### WHAT YOU SHOULD DO
What lines in the entries below contain the word "highway"? Copy all of them.

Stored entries

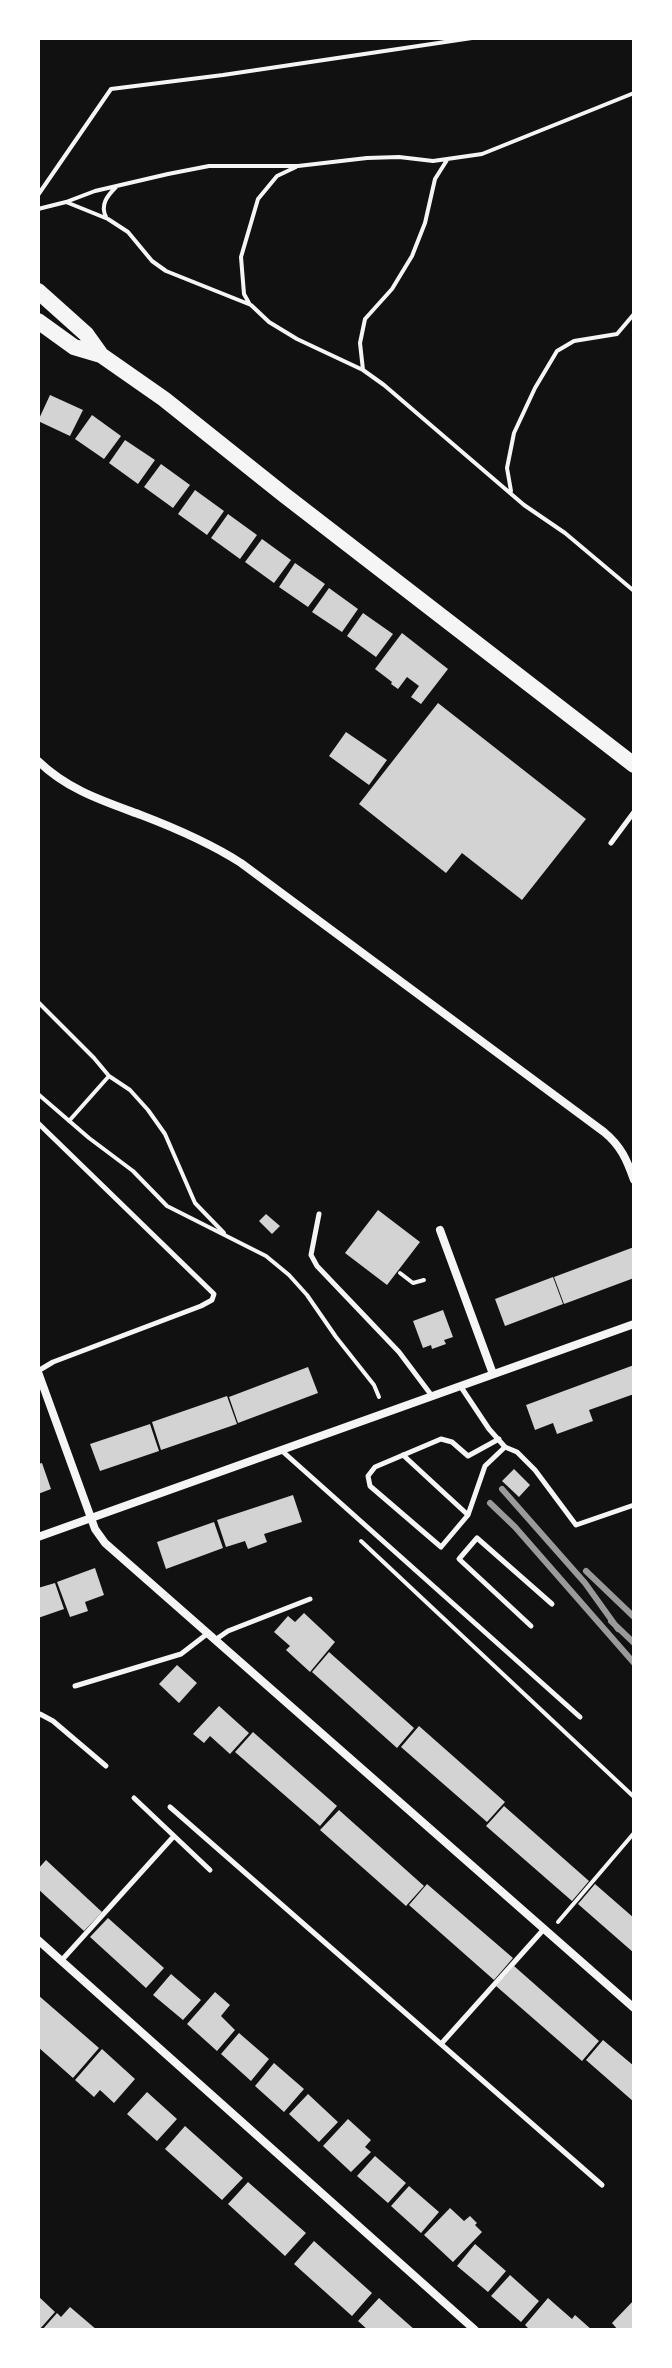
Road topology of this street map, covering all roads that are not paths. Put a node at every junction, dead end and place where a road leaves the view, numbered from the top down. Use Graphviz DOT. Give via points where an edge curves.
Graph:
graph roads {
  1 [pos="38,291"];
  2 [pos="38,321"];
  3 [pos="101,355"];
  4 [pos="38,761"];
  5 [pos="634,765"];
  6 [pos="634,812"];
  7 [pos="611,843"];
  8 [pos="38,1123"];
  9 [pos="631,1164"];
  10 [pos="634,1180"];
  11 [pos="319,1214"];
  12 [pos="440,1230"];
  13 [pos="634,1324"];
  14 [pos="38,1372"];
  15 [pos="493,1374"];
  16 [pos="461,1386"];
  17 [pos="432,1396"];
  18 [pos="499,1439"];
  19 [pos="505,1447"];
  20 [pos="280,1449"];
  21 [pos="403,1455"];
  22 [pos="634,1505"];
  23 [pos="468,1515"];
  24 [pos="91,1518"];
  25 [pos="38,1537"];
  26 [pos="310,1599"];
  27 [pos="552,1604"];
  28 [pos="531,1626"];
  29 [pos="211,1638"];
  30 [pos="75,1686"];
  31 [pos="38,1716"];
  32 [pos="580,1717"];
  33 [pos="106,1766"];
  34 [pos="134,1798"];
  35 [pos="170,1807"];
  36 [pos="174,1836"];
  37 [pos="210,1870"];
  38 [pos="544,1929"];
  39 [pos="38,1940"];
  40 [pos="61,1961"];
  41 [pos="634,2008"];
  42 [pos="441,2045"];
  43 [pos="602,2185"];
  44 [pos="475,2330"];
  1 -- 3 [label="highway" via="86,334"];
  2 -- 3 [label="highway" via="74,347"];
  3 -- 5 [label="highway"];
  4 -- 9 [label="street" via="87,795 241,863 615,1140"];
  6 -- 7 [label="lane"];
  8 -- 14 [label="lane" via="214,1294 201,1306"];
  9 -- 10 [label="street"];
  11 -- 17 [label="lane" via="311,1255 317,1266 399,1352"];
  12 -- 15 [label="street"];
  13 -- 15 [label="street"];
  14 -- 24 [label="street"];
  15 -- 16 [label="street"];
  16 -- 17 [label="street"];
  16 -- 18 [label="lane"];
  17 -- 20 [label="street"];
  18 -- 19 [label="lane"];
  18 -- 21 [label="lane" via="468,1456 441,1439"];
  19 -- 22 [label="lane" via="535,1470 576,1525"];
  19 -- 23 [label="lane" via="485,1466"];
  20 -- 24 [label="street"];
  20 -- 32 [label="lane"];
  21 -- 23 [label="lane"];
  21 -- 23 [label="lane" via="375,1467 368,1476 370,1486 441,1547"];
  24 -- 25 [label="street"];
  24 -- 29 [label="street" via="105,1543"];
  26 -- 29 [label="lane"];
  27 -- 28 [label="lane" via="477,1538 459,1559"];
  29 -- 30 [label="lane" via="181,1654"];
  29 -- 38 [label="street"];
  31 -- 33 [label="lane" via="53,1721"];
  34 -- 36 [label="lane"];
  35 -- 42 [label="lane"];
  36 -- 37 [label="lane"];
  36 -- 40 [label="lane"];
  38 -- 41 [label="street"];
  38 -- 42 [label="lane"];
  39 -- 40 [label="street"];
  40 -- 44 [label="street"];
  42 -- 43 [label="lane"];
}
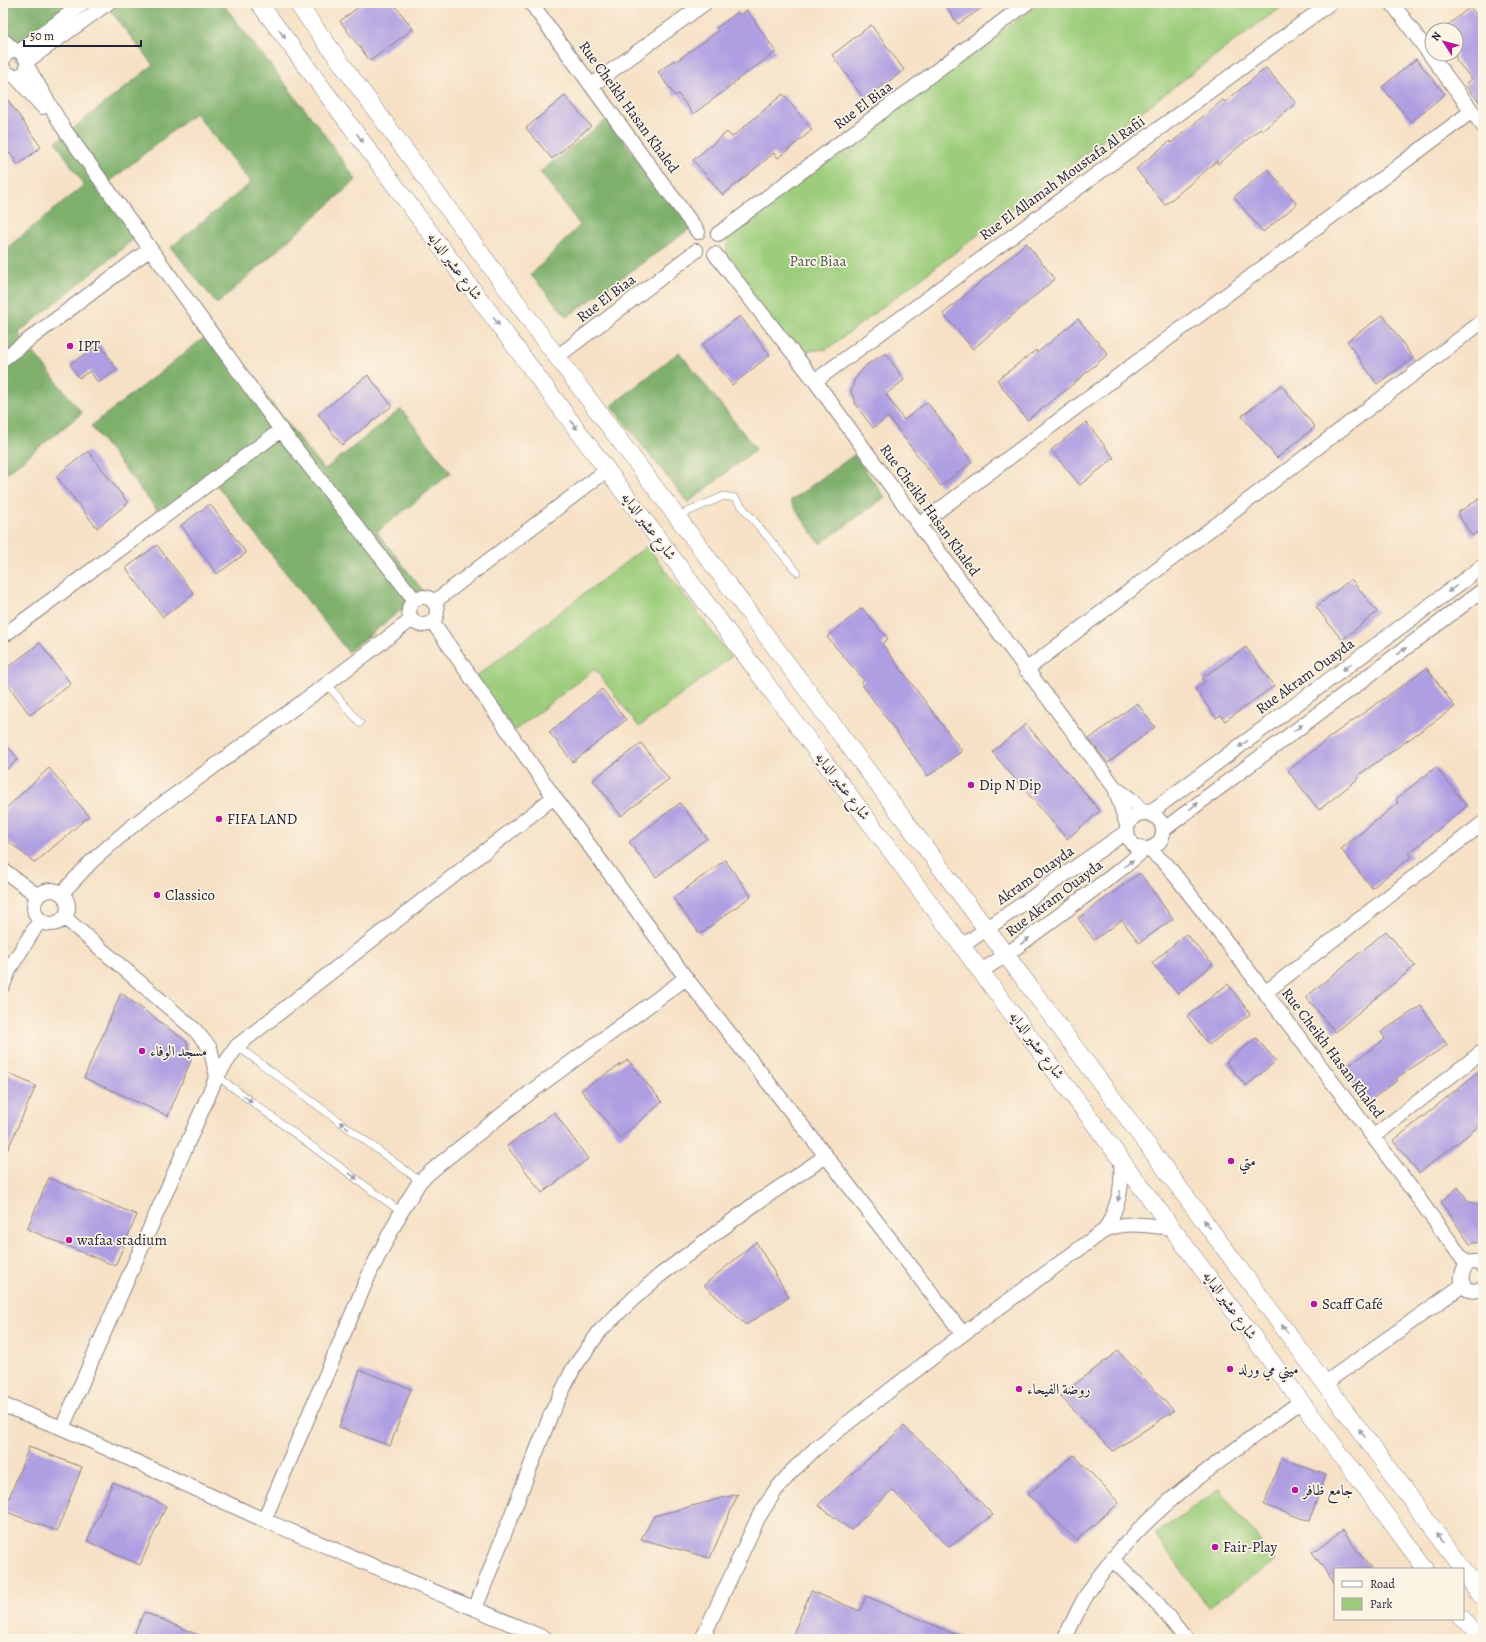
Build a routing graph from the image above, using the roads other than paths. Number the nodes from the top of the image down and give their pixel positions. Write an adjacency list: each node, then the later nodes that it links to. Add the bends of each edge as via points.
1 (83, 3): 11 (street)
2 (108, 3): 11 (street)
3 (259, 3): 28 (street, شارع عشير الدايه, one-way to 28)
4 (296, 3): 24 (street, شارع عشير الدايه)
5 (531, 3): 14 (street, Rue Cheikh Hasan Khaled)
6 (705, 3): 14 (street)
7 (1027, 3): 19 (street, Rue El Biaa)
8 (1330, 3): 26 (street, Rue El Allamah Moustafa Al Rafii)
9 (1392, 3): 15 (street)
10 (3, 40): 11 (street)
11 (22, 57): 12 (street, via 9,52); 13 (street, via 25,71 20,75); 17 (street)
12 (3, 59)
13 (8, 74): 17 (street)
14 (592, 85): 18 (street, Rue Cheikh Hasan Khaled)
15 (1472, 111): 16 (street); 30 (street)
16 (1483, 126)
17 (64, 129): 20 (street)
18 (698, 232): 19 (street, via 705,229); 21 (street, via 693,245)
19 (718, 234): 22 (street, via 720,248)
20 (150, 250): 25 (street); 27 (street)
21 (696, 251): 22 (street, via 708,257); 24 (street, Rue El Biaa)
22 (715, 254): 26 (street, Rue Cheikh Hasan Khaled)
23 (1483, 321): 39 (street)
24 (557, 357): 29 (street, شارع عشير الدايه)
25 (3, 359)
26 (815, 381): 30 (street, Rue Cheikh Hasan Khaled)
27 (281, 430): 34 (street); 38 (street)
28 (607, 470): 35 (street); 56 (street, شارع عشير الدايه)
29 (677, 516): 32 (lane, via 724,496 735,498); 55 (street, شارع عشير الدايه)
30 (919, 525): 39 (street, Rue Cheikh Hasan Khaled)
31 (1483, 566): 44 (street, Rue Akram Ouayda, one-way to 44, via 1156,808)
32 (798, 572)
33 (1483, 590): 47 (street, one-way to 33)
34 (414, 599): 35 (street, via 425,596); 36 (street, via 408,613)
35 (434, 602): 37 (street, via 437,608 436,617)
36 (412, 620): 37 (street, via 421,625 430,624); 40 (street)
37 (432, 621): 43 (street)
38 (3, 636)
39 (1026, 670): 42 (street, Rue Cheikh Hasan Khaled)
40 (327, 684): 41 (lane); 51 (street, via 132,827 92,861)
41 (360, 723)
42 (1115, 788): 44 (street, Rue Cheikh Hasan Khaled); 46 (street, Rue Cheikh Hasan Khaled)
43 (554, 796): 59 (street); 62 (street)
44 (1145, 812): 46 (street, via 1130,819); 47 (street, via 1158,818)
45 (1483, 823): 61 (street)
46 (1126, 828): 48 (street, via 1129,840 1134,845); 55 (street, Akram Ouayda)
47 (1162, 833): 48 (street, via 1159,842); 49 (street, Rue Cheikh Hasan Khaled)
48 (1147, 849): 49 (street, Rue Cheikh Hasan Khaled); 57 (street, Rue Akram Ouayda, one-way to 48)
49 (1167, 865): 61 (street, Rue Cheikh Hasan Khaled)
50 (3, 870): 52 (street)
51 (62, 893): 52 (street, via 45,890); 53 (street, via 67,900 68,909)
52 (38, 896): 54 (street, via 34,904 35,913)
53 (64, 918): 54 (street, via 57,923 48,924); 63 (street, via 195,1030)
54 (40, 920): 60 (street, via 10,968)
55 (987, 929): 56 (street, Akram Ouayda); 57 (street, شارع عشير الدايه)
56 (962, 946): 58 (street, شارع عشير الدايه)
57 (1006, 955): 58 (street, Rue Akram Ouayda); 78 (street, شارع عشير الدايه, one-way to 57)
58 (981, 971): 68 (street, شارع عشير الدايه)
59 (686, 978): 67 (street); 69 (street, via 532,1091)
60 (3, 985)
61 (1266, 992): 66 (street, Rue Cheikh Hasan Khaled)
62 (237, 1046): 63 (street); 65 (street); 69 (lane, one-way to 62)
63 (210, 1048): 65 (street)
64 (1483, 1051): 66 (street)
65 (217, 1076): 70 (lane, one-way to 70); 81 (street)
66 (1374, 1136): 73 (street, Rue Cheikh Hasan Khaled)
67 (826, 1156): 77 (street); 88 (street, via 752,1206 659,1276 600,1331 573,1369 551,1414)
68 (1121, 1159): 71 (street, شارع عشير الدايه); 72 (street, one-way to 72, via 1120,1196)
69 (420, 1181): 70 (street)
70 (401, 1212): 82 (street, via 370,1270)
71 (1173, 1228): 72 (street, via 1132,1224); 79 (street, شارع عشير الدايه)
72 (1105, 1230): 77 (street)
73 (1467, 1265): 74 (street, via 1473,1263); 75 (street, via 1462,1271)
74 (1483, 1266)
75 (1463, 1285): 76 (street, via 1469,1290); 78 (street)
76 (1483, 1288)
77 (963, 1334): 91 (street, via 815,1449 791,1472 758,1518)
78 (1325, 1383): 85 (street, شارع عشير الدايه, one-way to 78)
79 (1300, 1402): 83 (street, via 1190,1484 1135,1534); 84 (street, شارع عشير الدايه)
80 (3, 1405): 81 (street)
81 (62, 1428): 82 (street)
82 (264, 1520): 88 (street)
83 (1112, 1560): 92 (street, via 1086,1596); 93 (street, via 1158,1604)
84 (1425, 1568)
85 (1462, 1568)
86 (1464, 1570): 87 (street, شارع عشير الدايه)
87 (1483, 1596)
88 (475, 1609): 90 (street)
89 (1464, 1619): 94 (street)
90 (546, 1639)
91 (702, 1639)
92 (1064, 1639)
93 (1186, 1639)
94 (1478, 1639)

### EXERCISE ANSWER
  1 -- 3 [label="highway" via="86,334"];
  2 -- 3 [label="highway" via="74,347"];
  3 -- 5 [label="highway"];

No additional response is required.